Octane Render GPU Performance ComparisonWritten on April 28, 2016 by Matt Bach
According to OTOY, Octane Render is the "world's first and fastest GPU-accelerated, unbiased, physically correct renderer". While comparing the speed of different rendering engines is often times an apples to oranges comparison, one thing we can test is to see how well Octane Render is able to utilize different models and quantities of video cards.
In this article, we will be benchmarking various NVIDIA GeForce and Quadro cards using OTOY's OctaneBench. We will be specifically looking at how much of a performance gain you may see with both a more expensive model as well as with multiple video cards. We will also be testing on two different platforms - one dual Xeon system and one Core i7 system - to see if the CPU and motherboard has any impact on performance. This should give us a clear idea of how well Octane Render is able to utilize different video cards and if the platform itself has any impact on performance.
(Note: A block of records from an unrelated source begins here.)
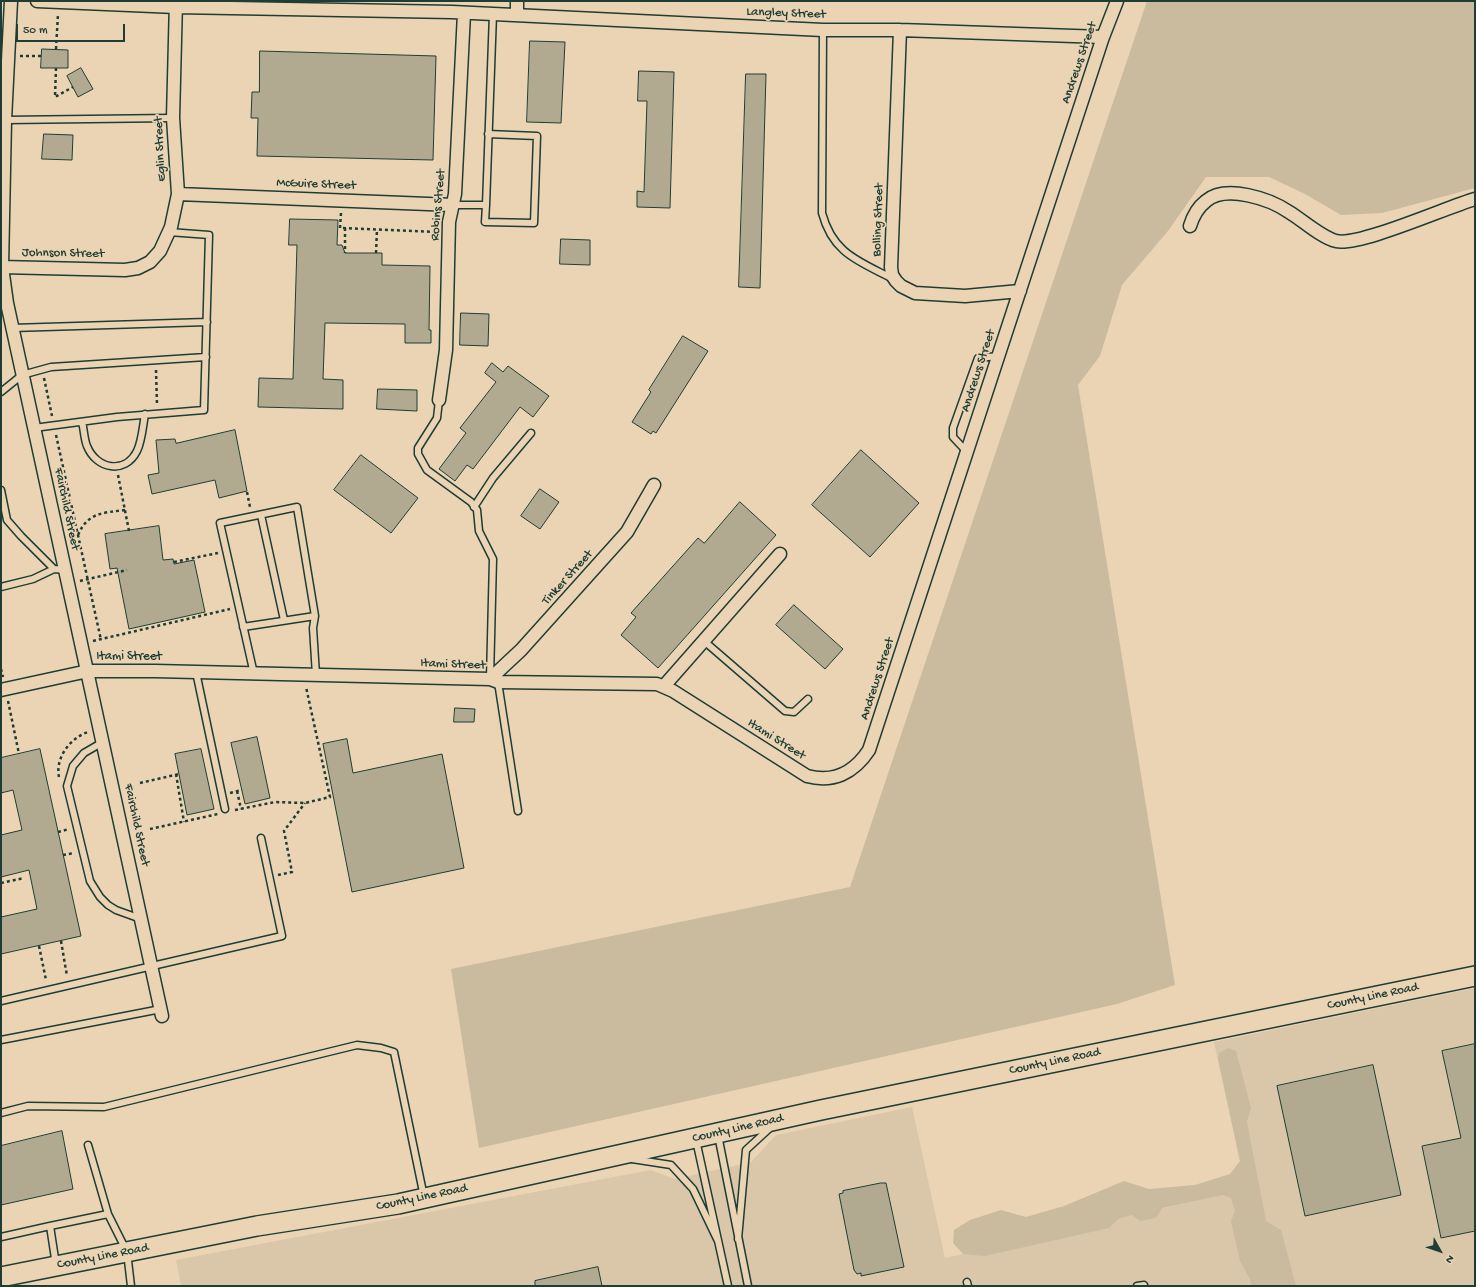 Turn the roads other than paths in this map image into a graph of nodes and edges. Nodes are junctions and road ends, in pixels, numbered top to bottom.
1 (11, 1) edge
2 (37, 1) edge
3 (517, 1) edge
4 (1117, 1) edge
5 (58, 2) edge
6 (176, 4) edge
7 (464, 13) junction
8 (493, 14) junction
9 (517, 15) junction
10 (823, 30) junction
11 (900, 30) junction
12 (1103, 37) junction
13 (172, 118) junction
14 (6, 120) junction
15 (488, 134) junction
16 (178, 194) junction
17 (1475, 199) edge
18 (453, 205) junction
19 (486, 205) junction
20 (1190, 226) dead end
21 (169, 232) junction
22 (2, 267) edge
23 (125, 270) joint
24 (896, 281) junction
25 (1020, 291) junction
26 (206, 322) junction
27 (12, 328) junction
28 (999, 356) junction
29 (206, 357) junction
30 (22, 375) junction
31 (1, 392) edge
32 (439, 400) joint
33 (145, 414) junction
34 (82, 422) junction
35 (34, 428) junction
36 (531, 433) dead end
37 (968, 452) junction
38 (654, 485) dead end
39 (1, 490) edge
40 (474, 507) junction
41 (261, 515) junction
42 (780, 554) dead end
43 (60, 570) junction
44 (1, 587) edge
45 (315, 616) junction
46 (284, 620) junction
47 (243, 627) junction
48 (704, 642) junction
49 (88, 671) junction
50 (196, 672) junction
51 (254, 674) junction
52 (310, 675) junction
53 (494, 680) junction
54 (664, 686) junction
55 (3, 689) edge
56 (808, 699) dead end
57 (103, 742) junction
58 (868, 750) joint
59 (518, 811) dead end
60 (222, 812) road end
61 (261, 838) dead end
62 (141, 919) junction
63 (152, 967) junction
64 (1475, 976) edge
65 (1, 1001) edge
66 (162, 1013) joint
67 (1, 1040) edge
68 (821, 1110) junction
69 (1, 1113) edge
70 (717, 1134) junction
71 (696, 1138) junction
72 (88, 1145) dead end
73 (604, 1158) junction
74 (424, 1198) junction
75 (108, 1214) junction
76 (50, 1226) junction
77 (1, 1236) edge
78 (738, 1239) junction
79 (718, 1241) junction
80 (127, 1252) junction
81 (56, 1266) junction
82 (1, 1277) edge
83 (131, 1286) edge
84 (728, 1286) edge
85 (748, 1286) edge
86 (1137, 1286) edge
87 (1144, 1286) edge

1 - 14 street, Fairchild Street
2 - 5 street, Langley Street
3 - 9 street
4 - 12 street, Andrews Street
5 - 6 street, Langley Street
6 - 7 street, Langley Street
6 - 13 street, Eglin Street
7 - 8 street, Langley Street
7 - 18 street, Robins Street
8 - 9 street, Langley Street
8 - 15 lane
9 - 10 street, Langley Street
10 - 11 street, Langley Street
10 - 24 lane
11 - 12 street, Langley Street
11 - 24 street, Bolling Street
12 - 25 street, Andrews Street
13 - 14 lane
13 - 16 street, Eglin Street
14 - 22 street, Fairchild Street
15 - 19 lane
15 - 19 lane
16 - 18 street, McGuire Street
16 - 21 street, Eglin Street
17 - 20 street
18 - 19 lane
18 - 32 street, Robins Street
21 - 23 street, Eglin Street
21 - 26 lane
22 - 23 street, Johnson Street
22 - 27 street, Fairchild Street
24 - 25 street
25 - 28 street, Andrews Street
26 - 27 lane
26 - 29 lane
27 - 30 street, Fairchild Street
28 - 37 street, Andrews Street
28 - 37 lane
29 - 30 lane
29 - 33 lane
30 - 31 lane
30 - 35 street, Fairchild Street
32 - 40 lane
33 - 34 lane
33 - 34 lane
34 - 35 lane
35 - 43 street, Fairchild Street
36 - 40 lane
37 - 58 street, Andrews Street
38 - 53 street, Tinker Street
39 - 43 lane
40 - 53 lane
41 - 45 lane
41 - 46 lane
41 - 47 lane
42 - 48 street
43 - 44 lane
43 - 49 street, Fairchild Street
45 - 46 lane
45 - 52 lane
46 - 47 lane
47 - 51 lane
48 - 54 street
48 - 56 lane
49 - 50 street, Itami Street
49 - 55 street, Itami Street
49 - 57 street, Fairchild Street
50 - 51 street, Itami Street
50 - 60 lane
51 - 52 street, Itami Street
52 - 53 street, Itami Street
53 - 54 street, Itami Street
53 - 59 lane
54 - 58 street, Itami Street
57 - 62 street, Fairchild Street
57 - 62 lane
61 - 63 lane
62 - 63 street, Fairchild Street
63 - 65 lane
63 - 66 street, Fairchild Street
64 - 68 main road, County Line Road
66 - 67 lane
68 - 70 main road, County Line Road
68 - 78 lane
69 - 74 lane
70 - 71 main road, County Line Road
70 - 78 lane
71 - 73 main road, County Line Road
71 - 79 lane
72 - 75 lane
73 - 74 main road, County Line Road
73 - 79 lane
74 - 80 main road, County Line Road
75 - 76 lane
75 - 80 lane
76 - 77 lane
76 - 81 lane
78 - 85 lane
79 - 84 lane
80 - 81 main road, County Line Road
80 - 83 lane
81 - 82 main road, County Line Road
86 - 87 lane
If you would rather simply view our conclusions, feel free to jump ahead to the conclusion section.
Since the performance of a video card can often depend somewhat on the motherboard's chipset and CPU used, we will be performing our testing across two different platforms. Our main test platform will be based around a pair of Xeon E5-2687W V3 CPUs while our second platform will be based around the Intel Core i7 6700K. The dual Xeon system will be able to provide a huge amount of CPU power and will allow us to test up to four cards at full PCI-E 3.0 x16 speeds. The Core i7 system, however, will be limited to two cards at PCI-E 3.0 x8 speeds.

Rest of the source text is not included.